[Material provided]
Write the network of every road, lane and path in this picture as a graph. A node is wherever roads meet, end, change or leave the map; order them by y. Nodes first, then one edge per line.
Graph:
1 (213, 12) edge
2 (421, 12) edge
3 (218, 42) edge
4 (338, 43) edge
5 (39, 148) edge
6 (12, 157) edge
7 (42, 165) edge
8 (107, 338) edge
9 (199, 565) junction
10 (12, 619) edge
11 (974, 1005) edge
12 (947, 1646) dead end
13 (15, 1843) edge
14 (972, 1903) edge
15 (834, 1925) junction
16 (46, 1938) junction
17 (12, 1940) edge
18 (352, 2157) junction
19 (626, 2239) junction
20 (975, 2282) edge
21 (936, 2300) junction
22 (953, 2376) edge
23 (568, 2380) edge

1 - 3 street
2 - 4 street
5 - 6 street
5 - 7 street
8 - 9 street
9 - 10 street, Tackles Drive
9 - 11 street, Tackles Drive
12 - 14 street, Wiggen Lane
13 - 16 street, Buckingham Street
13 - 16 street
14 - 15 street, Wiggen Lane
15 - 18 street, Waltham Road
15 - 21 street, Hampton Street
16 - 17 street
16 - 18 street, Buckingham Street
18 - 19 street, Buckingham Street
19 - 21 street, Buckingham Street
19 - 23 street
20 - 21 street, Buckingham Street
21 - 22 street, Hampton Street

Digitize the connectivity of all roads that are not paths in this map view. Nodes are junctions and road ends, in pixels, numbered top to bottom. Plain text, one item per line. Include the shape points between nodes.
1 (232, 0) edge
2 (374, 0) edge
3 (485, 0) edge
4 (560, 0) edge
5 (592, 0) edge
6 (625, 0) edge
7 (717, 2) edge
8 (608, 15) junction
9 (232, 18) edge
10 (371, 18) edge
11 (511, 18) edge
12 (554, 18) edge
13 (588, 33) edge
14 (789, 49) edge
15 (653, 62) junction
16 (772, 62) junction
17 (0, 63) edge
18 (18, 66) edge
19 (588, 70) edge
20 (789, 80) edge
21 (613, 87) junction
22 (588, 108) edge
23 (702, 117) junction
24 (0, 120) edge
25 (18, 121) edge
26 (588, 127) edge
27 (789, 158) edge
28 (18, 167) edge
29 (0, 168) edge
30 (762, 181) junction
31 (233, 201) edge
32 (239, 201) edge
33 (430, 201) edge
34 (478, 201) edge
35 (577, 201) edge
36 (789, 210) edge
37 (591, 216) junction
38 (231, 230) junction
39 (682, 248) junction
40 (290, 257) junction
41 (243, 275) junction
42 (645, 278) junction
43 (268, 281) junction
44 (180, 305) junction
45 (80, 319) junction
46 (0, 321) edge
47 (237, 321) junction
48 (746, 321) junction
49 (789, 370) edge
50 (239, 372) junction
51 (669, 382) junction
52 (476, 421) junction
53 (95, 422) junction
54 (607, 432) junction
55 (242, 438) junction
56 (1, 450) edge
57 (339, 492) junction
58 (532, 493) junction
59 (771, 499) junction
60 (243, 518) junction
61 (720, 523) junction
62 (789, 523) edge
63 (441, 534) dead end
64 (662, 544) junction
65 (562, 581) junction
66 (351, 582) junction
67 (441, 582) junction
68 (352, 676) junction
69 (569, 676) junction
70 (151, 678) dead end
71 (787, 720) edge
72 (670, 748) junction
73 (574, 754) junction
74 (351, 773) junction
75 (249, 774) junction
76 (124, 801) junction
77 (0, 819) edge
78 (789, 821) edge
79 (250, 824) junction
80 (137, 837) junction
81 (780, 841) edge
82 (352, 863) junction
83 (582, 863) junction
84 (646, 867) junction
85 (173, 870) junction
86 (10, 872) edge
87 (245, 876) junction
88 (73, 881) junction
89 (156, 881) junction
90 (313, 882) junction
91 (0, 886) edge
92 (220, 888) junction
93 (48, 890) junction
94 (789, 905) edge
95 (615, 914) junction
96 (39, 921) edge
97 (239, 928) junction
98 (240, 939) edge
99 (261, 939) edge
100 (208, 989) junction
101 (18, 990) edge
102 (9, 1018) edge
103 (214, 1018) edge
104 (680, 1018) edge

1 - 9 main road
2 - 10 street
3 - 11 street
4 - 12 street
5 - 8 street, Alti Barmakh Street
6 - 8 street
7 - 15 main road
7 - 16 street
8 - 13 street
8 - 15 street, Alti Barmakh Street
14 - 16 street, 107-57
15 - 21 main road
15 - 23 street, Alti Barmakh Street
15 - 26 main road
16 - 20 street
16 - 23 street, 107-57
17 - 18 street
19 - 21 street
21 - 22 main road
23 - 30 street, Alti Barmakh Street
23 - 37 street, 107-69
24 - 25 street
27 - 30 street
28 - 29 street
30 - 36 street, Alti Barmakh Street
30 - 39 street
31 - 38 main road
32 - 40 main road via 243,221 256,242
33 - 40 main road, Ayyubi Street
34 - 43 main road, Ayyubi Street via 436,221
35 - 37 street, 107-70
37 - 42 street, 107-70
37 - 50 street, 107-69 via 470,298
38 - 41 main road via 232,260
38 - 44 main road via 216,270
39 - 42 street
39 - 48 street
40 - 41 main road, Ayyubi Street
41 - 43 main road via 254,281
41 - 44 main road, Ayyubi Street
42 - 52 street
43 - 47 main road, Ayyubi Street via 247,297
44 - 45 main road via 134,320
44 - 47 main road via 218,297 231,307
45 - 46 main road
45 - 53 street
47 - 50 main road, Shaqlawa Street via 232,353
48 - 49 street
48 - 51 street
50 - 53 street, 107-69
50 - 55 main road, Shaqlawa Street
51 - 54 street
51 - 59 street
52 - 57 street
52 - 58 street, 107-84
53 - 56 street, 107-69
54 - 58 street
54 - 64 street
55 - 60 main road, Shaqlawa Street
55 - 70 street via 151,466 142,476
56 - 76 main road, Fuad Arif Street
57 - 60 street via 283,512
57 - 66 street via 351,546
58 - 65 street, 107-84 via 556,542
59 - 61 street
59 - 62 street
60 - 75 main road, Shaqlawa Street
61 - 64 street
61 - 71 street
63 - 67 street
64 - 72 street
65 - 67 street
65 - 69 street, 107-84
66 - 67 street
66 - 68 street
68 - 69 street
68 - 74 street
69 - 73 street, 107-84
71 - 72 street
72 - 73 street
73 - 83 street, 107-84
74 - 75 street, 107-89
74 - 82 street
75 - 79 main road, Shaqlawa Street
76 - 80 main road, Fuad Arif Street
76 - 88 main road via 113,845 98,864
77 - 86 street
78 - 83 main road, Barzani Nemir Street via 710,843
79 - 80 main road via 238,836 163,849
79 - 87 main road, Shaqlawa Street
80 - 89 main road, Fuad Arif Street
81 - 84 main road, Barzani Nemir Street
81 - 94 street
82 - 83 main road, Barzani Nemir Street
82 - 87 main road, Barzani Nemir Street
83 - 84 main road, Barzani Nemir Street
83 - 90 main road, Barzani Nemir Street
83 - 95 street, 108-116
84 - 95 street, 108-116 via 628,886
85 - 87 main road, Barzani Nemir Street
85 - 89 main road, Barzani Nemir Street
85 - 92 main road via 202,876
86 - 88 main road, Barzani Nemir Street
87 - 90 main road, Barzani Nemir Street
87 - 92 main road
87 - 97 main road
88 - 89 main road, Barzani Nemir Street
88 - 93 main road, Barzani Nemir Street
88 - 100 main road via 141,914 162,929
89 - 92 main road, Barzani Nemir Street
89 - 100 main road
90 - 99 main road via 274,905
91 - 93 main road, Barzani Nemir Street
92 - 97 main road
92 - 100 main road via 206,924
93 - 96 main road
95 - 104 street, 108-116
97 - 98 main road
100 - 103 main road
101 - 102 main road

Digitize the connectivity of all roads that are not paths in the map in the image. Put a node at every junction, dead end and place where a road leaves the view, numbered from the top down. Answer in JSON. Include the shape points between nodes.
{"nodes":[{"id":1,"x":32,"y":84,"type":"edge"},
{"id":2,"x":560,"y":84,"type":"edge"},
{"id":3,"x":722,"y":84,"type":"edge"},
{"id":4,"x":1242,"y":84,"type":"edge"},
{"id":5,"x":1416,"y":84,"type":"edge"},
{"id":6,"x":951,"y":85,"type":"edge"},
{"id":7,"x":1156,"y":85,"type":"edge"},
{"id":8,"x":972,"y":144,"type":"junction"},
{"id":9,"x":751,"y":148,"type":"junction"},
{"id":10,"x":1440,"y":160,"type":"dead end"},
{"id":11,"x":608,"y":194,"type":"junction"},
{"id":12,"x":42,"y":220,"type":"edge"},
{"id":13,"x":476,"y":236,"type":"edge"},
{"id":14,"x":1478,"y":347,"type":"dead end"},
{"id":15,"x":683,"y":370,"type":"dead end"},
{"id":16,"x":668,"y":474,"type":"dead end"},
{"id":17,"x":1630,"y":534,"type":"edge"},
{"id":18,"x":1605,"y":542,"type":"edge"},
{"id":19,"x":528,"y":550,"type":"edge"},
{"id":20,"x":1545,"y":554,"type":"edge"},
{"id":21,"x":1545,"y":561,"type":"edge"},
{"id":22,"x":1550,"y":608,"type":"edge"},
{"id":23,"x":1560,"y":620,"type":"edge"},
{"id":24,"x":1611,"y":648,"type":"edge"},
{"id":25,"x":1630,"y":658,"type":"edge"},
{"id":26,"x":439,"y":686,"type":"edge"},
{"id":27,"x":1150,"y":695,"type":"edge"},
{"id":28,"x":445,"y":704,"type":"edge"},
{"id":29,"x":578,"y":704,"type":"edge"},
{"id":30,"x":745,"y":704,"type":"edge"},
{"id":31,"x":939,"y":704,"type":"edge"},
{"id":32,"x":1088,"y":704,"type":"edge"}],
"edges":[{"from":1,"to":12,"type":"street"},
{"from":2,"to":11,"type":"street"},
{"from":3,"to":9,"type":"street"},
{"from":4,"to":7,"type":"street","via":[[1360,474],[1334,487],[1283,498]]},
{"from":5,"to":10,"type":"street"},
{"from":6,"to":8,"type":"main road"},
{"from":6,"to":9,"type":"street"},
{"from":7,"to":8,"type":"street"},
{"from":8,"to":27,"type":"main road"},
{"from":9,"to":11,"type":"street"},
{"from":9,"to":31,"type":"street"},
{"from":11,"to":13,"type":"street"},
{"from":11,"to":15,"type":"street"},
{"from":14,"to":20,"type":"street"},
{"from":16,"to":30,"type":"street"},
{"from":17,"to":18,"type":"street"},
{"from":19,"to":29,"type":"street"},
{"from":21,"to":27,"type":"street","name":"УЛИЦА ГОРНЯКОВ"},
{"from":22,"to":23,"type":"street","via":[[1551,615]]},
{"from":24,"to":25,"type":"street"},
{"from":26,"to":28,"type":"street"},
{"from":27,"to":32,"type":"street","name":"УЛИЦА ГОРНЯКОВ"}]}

[What is being asked]
Please show every line of the entries above that contains the word "shape".

[Response below]
Digitize the connectivity of all roads that are not paths in this map view. Nodes are junctions and road ends, in pixels, numbered top to bottom. Plain text, one item per line. Include the shape points between nodes.
Digitize the connectivity of all roads that are not paths in the map in the image. Put a node at every junction, dead end and place where a road leaves the view, numbered from the top down. Answer in JSON. Include the shape points between nodes.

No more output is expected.